The interdependence for information (data) sharing is required to improve coordination efforts and increase efficiency in the delivery of services, the understanding of needs and evaluating the impact of each participant on health utilization and outcomes.

 

Public health agencies have opportunities to expand beyond their traditional roles in infectious disease control and as safety net providers of medical services. State and local health departments must serve strategically in their communities, and lead health improvement efforts along with health care clinicians and ACCs sectors that include social services, education, transportation, public safety, and community development. Success in this role requires public health to provide leadership on leading policy and systems change interventions including innovative approaches to data systems and a shift to a broader role in interpreting and distributing data from a variety of diverse sources. Public health professionals must also work more closely with health care providers, community-based organizations, and local advocates on promotion efforts that educate and inspire society to incorporate more emphasis on prevention and wellness.

 

Health systems have many advantages that can help them engage with community partners. First, health providers understand the primary outcomes that need to be addressed for a community. Specifically, health systems have extremely valuable data that provide an in depth understanding of the disease burden within a community and identify current outcomes in terms of cost and utilization of services, provision of preventive services, and control of chronic conditions. Second, health providers also receive most of the funding directed towards improving health compared to current efforts that address social determinants. Finally, health providers have access to most community members over the course of their lives through private and affiliated provider practices, urgent care centers, and hospital emergency rooms. This provides an opportunity and financial incentive to address the health needs of the entire community, rather than just focusing on contemporary patient populations.

 

Academic institutions can be important partners when they partner with public health and health care providers.

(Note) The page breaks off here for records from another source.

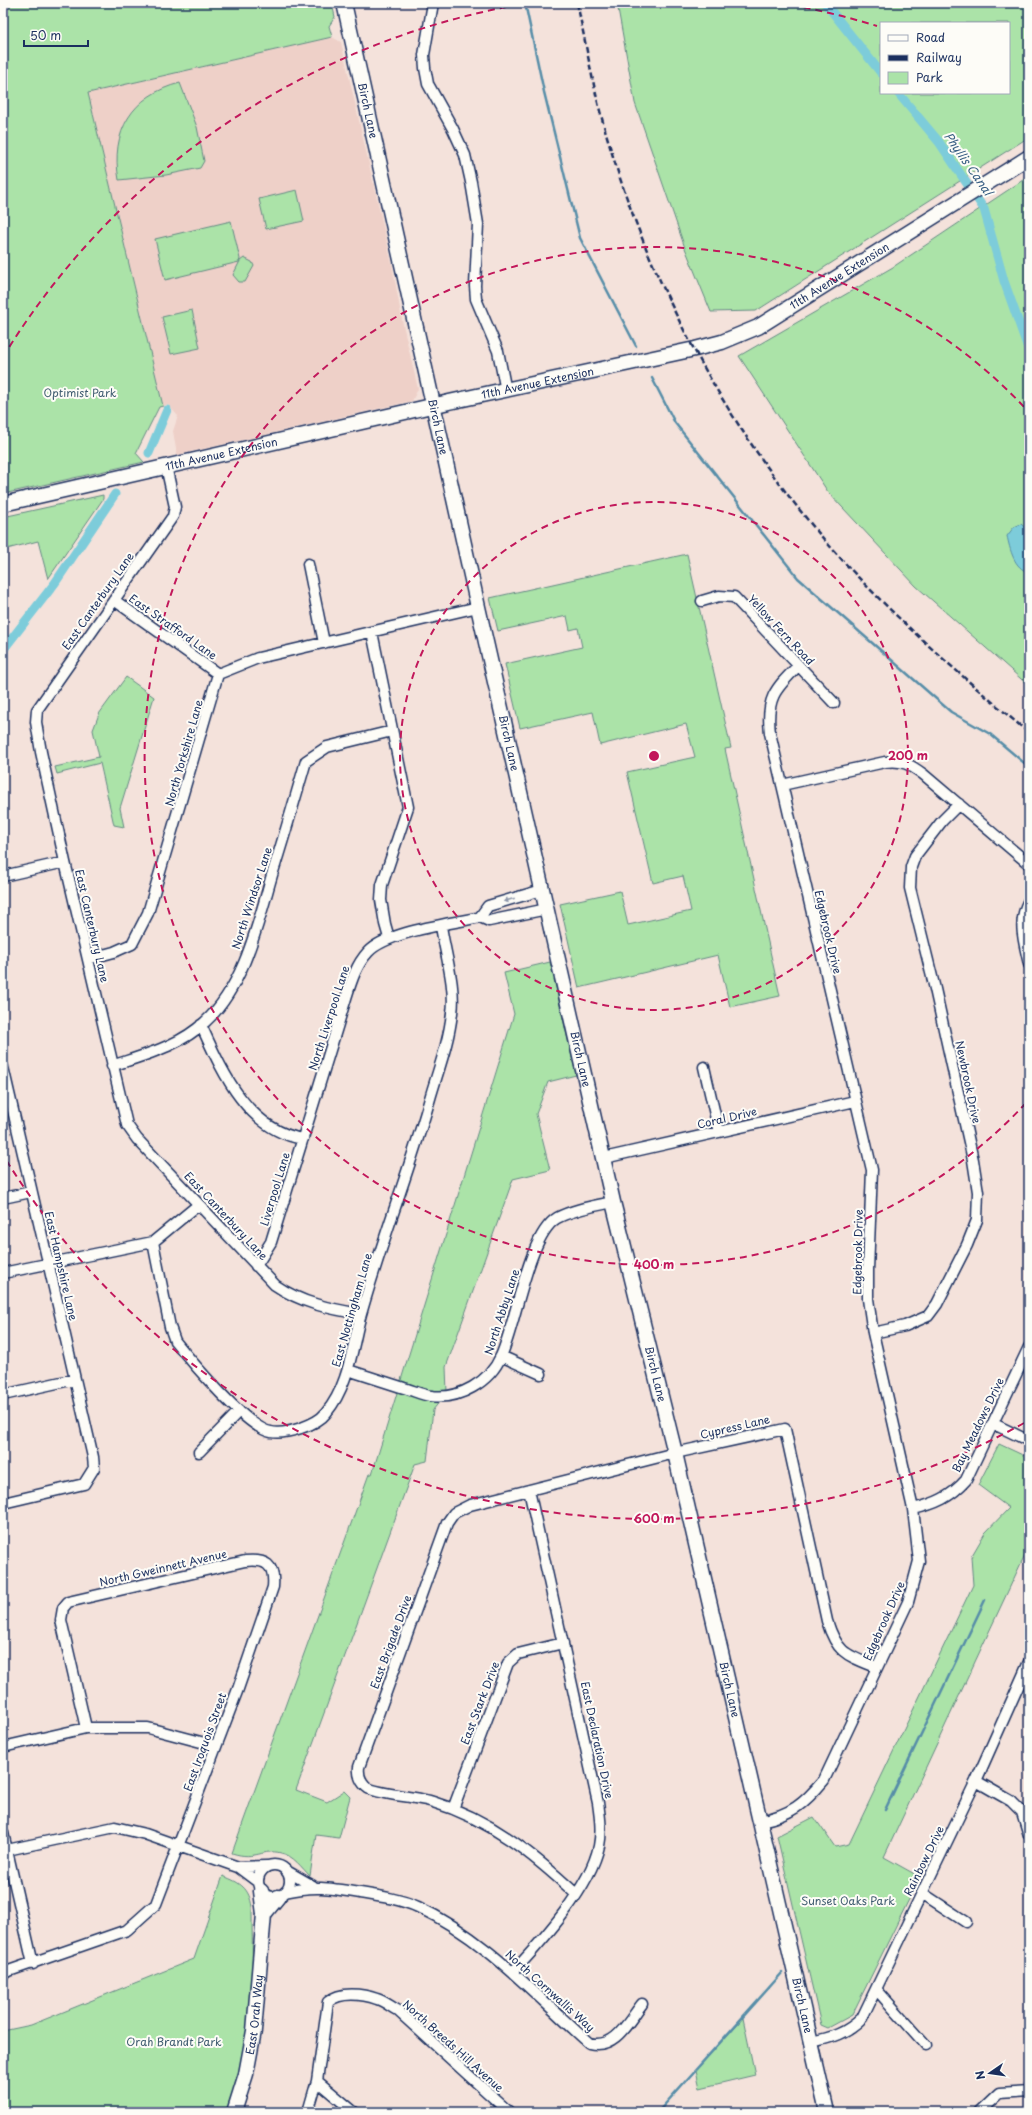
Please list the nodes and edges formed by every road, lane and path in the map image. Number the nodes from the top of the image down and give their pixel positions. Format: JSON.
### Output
{"nodes":[{"id":1,"x":344,"y":3,"type":"edge"},
{"id":2,"x":433,"y":3,"type":"edge"},
{"id":3,"x":1029,"y":157,"type":"edge"},
{"id":4,"x":506,"y":391,"type":"junction"},
{"id":5,"x":433,"y":405,"type":"junction"},
{"id":6,"x":166,"y":466,"type":"junction"},
{"id":7,"x":3,"y":504,"type":"edge"},
{"id":8,"x":308,"y":564,"type":"dead end"},
{"id":9,"x":114,"y":600,"type":"junction"},
{"id":10,"x":702,"y":601,"type":"dead end"},
{"id":11,"x":478,"y":607,"type":"junction"},
{"id":12,"x":372,"y":632,"type":"junction"},
{"id":13,"x":324,"y":643,"type":"junction"},
{"id":14,"x":798,"y":666,"type":"junction"},
{"id":15,"x":218,"y":674,"type":"junction"},
{"id":16,"x":834,"y":703,"type":"dead end"},
{"id":17,"x":392,"y":731,"type":"junction"},
{"id":18,"x":782,"y":785,"type":"junction"},
{"id":19,"x":959,"y":804,"type":"junction"},
{"id":20,"x":65,"y":862,"type":"junction"},
{"id":21,"x":1029,"y":864,"type":"edge"},
{"id":22,"x":3,"y":876,"type":"edge"},
{"id":23,"x":542,"y":890,"type":"junction"},
{"id":24,"x":1029,"y":900,"type":"edge"},
{"id":25,"x":547,"y":909,"type":"junction"},
{"id":26,"x":480,"y":917,"type":"junction"},
{"id":27,"x":441,"y":926,"type":"junction"},
{"id":28,"x":389,"y":938,"type":"junction"},
{"id":29,"x":88,"y":959,"type":"junction"},
{"id":30,"x":1029,"y":964,"type":"edge"},
{"id":31,"x":202,"y":1025,"type":"junction"},
{"id":32,"x":112,"y":1066,"type":"junction"},
{"id":33,"x":3,"y":1067,"type":"edge"},
{"id":34,"x":704,"y":1067,"type":"dead end"},
{"id":35,"x":4,"y":1078,"type":"edge"},
{"id":36,"x":855,"y":1101,"type":"junction"},
{"id":37,"x":719,"y":1132,"type":"junction"},
{"id":38,"x":303,"y":1139,"type":"junction"},
{"id":39,"x":604,"y":1158,"type":"junction"},
{"id":40,"x":31,"y":1192,"type":"junction"},
{"id":41,"x":3,"y":1198,"type":"edge"},
{"id":42,"x":613,"y":1202,"type":"junction"},
{"id":43,"x":198,"y":1205,"type":"junction"},
{"id":44,"x":153,"y":1242,"type":"junction"},
{"id":45,"x":48,"y":1263,"type":"junction"},
{"id":46,"x":256,"y":1266,"type":"junction"},
{"id":47,"x":3,"y":1273,"type":"edge"},
{"id":48,"x":361,"y":1314,"type":"junction"},
{"id":49,"x":873,"y":1333,"type":"junction"},
{"id":50,"x":1029,"y":1347,"type":"edge"},
{"id":51,"x":501,"y":1356,"type":"junction"},
{"id":52,"x":348,"y":1370,"type":"junction"},
{"id":53,"x":541,"y":1374,"type":"dead end"},
{"id":54,"x":75,"y":1379,"type":"junction"},
{"id":55,"x":3,"y":1395,"type":"edge"},
{"id":56,"x":239,"y":1411,"type":"junction"},
{"id":57,"x":994,"y":1424,"type":"junction"},
{"id":58,"x":1029,"y":1441,"type":"edge"},
{"id":59,"x":199,"y":1452,"type":"dead end"},
{"id":60,"x":675,"y":1453,"type":"junction"},
{"id":61,"x":529,"y":1490,"type":"junction"},
{"id":62,"x":3,"y":1503,"type":"edge"},
{"id":63,"x":913,"y":1509,"type":"junction"},
{"id":64,"x":454,"y":1512,"type":"joint"},
{"id":65,"x":270,"y":1566,"type":"joint"},
{"id":66,"x":563,"y":1643,"type":"junction"},
{"id":67,"x":1029,"y":1662,"type":"edge"},
{"id":68,"x":876,"y":1667,"type":"junction"},
{"id":69,"x":86,"y":1728,"type":"junction"},
{"id":70,"x":216,"y":1746,"type":"junction"},
{"id":71,"x":3,"y":1747,"type":"edge"},
{"id":72,"x":976,"y":1781,"type":"junction"},
{"id":73,"x":453,"y":1809,"type":"junction"},
{"id":74,"x":760,"y":1820,"type":"junction"},
{"id":75,"x":3,"y":1833,"type":"edge"},
{"id":76,"x":1029,"y":1835,"type":"edge"},
{"id":77,"x":179,"y":1846,"type":"junction"},
{"id":78,"x":7,"y":1850,"type":"junction"},
{"id":79,"x":267,"y":1866,"type":"junction"},
{"id":80,"x":238,"y":1867,"type":"junction"},
{"id":81,"x":285,"y":1870,"type":"junction"},
{"id":82,"x":313,"y":1886,"type":"junction"},
{"id":83,"x":259,"y":1887,"type":"junction"},
{"id":84,"x":922,"y":1893,"type":"junction"},
{"id":85,"x":281,"y":1894,"type":"junction"},
{"id":86,"x":576,"y":1894,"type":"junction"},
{"id":87,"x":264,"y":1914,"type":"junction"},
{"id":88,"x":966,"y":1922,"type":"dead end"},
{"id":89,"x":33,"y":1964,"type":"junction"},
{"id":90,"x":513,"y":1972,"type":"junction"},
{"id":91,"x":3,"y":1973,"type":"edge"},
{"id":92,"x":876,"y":1989,"type":"junction"},
{"id":93,"x":642,"y":2004,"type":"dead end"},
{"id":94,"x":811,"y":2042,"type":"junction"},
{"id":95,"x":926,"y":2045,"type":"dead end"},
{"id":96,"x":317,"y":2081,"type":"junction"},
{"id":97,"x":1029,"y":2091,"type":"edge"},
{"id":98,"x":234,"y":2112,"type":"edge"},
{"id":99,"x":308,"y":2112,"type":"edge"},
{"id":100,"x":354,"y":2112,"type":"edge"},
{"id":101,"x":510,"y":2112,"type":"edge"},
{"id":102,"x":827,"y":2112,"type":"edge"},
{"id":103,"x":979,"y":2112,"type":"edge"}],
"edges":[{"from":1,"to":5,"type":"street","name":"Birch Lane"},
{"from":2,"to":4,"type":"street"},
{"from":3,"to":4,"type":"street","name":"11th Avenue Extension"},
{"from":4,"to":5,"type":"street","name":"11th Avenue Extension"},
{"from":5,"to":6,"type":"street","name":"11th Avenue Extension"},
{"from":5,"to":11,"type":"street","name":"Birch Lane"},
{"from":6,"to":7,"type":"street","name":"11th Avenue Extension"},
{"from":6,"to":9,"type":"street","name":"East Canterbury Lane"},
{"from":8,"to":13,"type":"street"},
{"from":9,"to":15,"type":"street","name":"East Strafford Lane"},
{"from":9,"to":20,"type":"street","name":"East Canterbury Lane"},
{"from":10,"to":14,"type":"street","name":"Yellow Fern Road"},
{"from":11,"to":12,"type":"street"},
{"from":11,"to":23,"type":"street","name":"Birch Lane"},
{"from":12,"to":13,"type":"street"},
{"from":12,"to":17,"type":"street"},
{"from":13,"to":15,"type":"street"},
{"from":14,"to":16,"type":"street","name":"Yellow Fern Road"},
{"from":14,"to":18,"type":"street","name":"Edgebrook Drive"},
{"from":15,"to":29,"type":"street","name":"North Yorkshire Lane"},
{"from":17,"to":28,"type":"street"},
{"from":17,"to":31,"type":"street","name":"North Windsor Lane"},
{"from":18,"to":19,"type":"street"},
{"from":18,"to":36,"type":"street","name":"Edgebrook Drive"},
{"from":19,"to":21,"type":"street"},
{"from":19,"to":49,"type":"street","name":"Newbrook Drive"},
{"from":20,"to":22,"type":"street"},
{"from":20,"to":29,"type":"street","name":"East Canterbury Lane"},
{"from":23,"to":25,"type":"street","name":"Birch Lane"},
{"from":23,"to":26,"type":"street","name":"North Liverpool Lane","one_way":true},
{"from":24,"to":30,"type":"street"},
{"from":25,"to":26,"type":"street","name":"North Liverpool Lane"},
{"from":25,"to":39,"type":"street","name":"Birch Lane"},
{"from":26,"to":27,"type":"street","name":"North Liverpool Lane"},
{"from":27,"to":28,"type":"street","name":"North Liverpool Lane"},
{"from":27,"to":48,"type":"street","name":"East Nottingham Lane"},
{"from":28,"to":38,"type":"street","name":"North Liverpool Lane"},
{"from":29,"to":32,"type":"street","name":"East Canterbury Lane"},
{"from":31,"to":32,"type":"street","name":"North Windsor Lane"},
{"from":31,"to":38,"type":"street"},
{"from":32,"to":43,"type":"street","name":"East Canterbury Lane"},
{"from":33,"to":35,"type":"street","name":"East Hampshire Lane"},
{"from":34,"to":37,"type":"street"},
{"from":35,"to":40,"type":"street","name":"East Hampshire Lane"},
{"from":36,"to":37,"type":"street","name":"Coral Drive"},
{"from":36,"to":49,"type":"street","name":"Edgebrook Drive"},
{"from":37,"to":39,"type":"street","name":"Coral Drive"},
{"from":38,"to":46,"type":"street","name":"Liverpool Lane"},
{"from":39,"to":42,"type":"street","name":"Birch Lane"},
{"from":40,"to":41,"type":"street"},
{"from":40,"to":45,"type":"street","name":"East Hampshire Lane"},
{"from":42,"to":51,"type":"street","name":"North Abby Lane"},
{"from":42,"to":60,"type":"street","name":"Birch Lane"},
{"from":43,"to":44,"type":"street"},
{"from":43,"to":46,"type":"street","name":"East Canterbury Lane"},
{"from":44,"to":45,"type":"street"},
{"from":44,"to":56,"type":"street","name":"East Nottingham Lane"},
{"from":45,"to":47,"type":"street"},
{"from":45,"to":54,"type":"street","name":"East Hampshire Lane"},
{"from":46,"to":48,"type":"street","name":"East Canterbury Lane"},
{"from":48,"to":52,"type":"street","name":"East Nottingham Lane"},
{"from":49,"to":63,"type":"street","name":"Edgebrook Drive"},
{"from":50,"to":57,"type":"street","name":"Bay Meadows Drive"},
{"from":51,"to":52,"type":"street","name":"North Abby Lane"},
{"from":51,"to":53,"type":"street"},
{"from":52,"to":56,"type":"street","name":"East Nottingham Lane"},
{"from":54,"to":55,"type":"street"},
{"from":54,"to":62,"type":"street","name":"East Hampshire Lane"},
{"from":56,"to":59,"type":"street"},
{"from":57,"to":58,"type":"street"},
{"from":57,"to":63,"type":"street","name":"Bay Meadows Drive"},
{"from":60,"to":61,"type":"street","name":"Cypress Lane"},
{"from":60,"to":68,"type":"street","name":"Cypress Lane"},
{"from":60,"to":74,"type":"street","name":"Birch Lane"},
{"from":61,"to":64,"type":"street","name":"Cypress Lane"},
{"from":61,"to":66,"type":"street","name":"East Declaration Drive"},
{"from":63,"to":68,"type":"street","name":"Edgebrook Drive"},
{"from":64,"to":73,"type":"street","name":"East Brigade Drive"},
{"from":65,"to":69,"type":"street","name":"North Gweinnett Avenue"},
{"from":65,"to":70,"type":"street","name":"East Iroquois Street"},
{"from":66,"to":73,"type":"street","name":"East Stark Drive"},
{"from":66,"to":86,"type":"street","name":"East Declaration Drive"},
{"from":67,"to":72,"type":"street","name":"Rainbow Drive"},
{"from":68,"to":74,"type":"street","name":"Edgebrook Drive"},
{"from":69,"to":70,"type":"street"},
{"from":69,"to":71,"type":"street"},
{"from":70,"to":77,"type":"street","name":"East Iroquois Street"},
{"from":72,"to":76,"type":"street"},
{"from":72,"to":84,"type":"street","name":"Rainbow Drive"},
{"from":73,"to":86,"type":"street"},
{"from":74,"to":94,"type":"street","name":"Birch Lane"},
{"from":75,"to":78,"type":"street"},
{"from":77,"to":78,"type":"street"},
{"from":77,"to":80,"type":"street"},
{"from":77,"to":89,"type":"street","name":"East Iroquois Street"},
{"from":78,"to":89,"type":"street"},
{"from":79,"to":80,"type":"street"},
{"from":79,"to":81,"type":"street"},
{"from":79,"to":83,"type":"street"},
{"from":80,"to":83,"type":"street"},
{"from":81,"to":82,"type":"street","name":"North Cornwallis Way"},
{"from":81,"to":85,"type":"street"},
{"from":82,"to":85,"type":"street","name":"North Cornwallis Way"},
{"from":82,"to":90,"type":"street","name":"North Cornwallis Way"},
{"from":83,"to":85,"type":"street"},
{"from":83,"to":87,"type":"street","name":"East Orah Way"},
{"from":84,"to":88,"type":"street"},
{"from":84,"to":92,"type":"street","name":"Rainbow Drive"},
{"from":85,"to":87,"type":"street"},
{"from":86,"to":90,"type":"street","name":"East Declaration Drive"},
{"from":87,"to":98,"type":"street","name":"East Orah Way"},
{"from":89,"to":91,"type":"street","name":"East Iroquois Street"},
{"from":90,"to":93,"type":"street","name":"North Cornwallis Way"},
{"from":92,"to":94,"type":"street","name":"Rainbow Drive"},
{"from":92,"to":95,"type":"street"},
{"from":94,"to":102,"type":"street","name":"Birch Lane"},
{"from":96,"to":99,"type":"street"},
{"from":96,"to":100,"type":"street"},
{"from":96,"to":101,"type":"street","name":"North Breeds Hill Avenue"},
{"from":97,"to":103,"type":"street"}]}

Academic institutions have resources to affect community change and have researchers interested in using data to better inform decision-making. Partnering with universities can bring in expertise and skills, as well as other resources to strengthen the work of the ACC. Additionally, since academic institutions train students in health care and social services, they can be important partners in training the emerging workforce.

 

State and local policies can support or hinder the work of ACCs; therefore, policy makers must be external thinkers and understand the ACC to effectively govern regarding this initiative. Medicaid reform provides the single most important opportunity to expand the work of ACCs. It is vitally important that policymakers assure Medicaid payments are adequate to attract high quality medical home providers to participate and to support the staffing shortage issues with nurses and other healthcare workers while including critical services to help identify and address social issues.

 

The Center for Medicare and Medicaid Innovation has provided funding for several ACC models that will be implemented across the country by enrolling high-risk individuals into social services navigation programs and testing the impact of these programs on health care utilization and spending. As the ACC model continues to be implemented across the US, new skill sets must be developed and inclusive of the holistic provision of care that spans behavior and environment, addresses social determinants of health, and helps navigate increasingly complex health care systems. In the future, strong leadership will be needed to realize the opportunities for innovation and shift societal emphasis and resource allocation from advanced health care interventions to investments in core social and economic needs.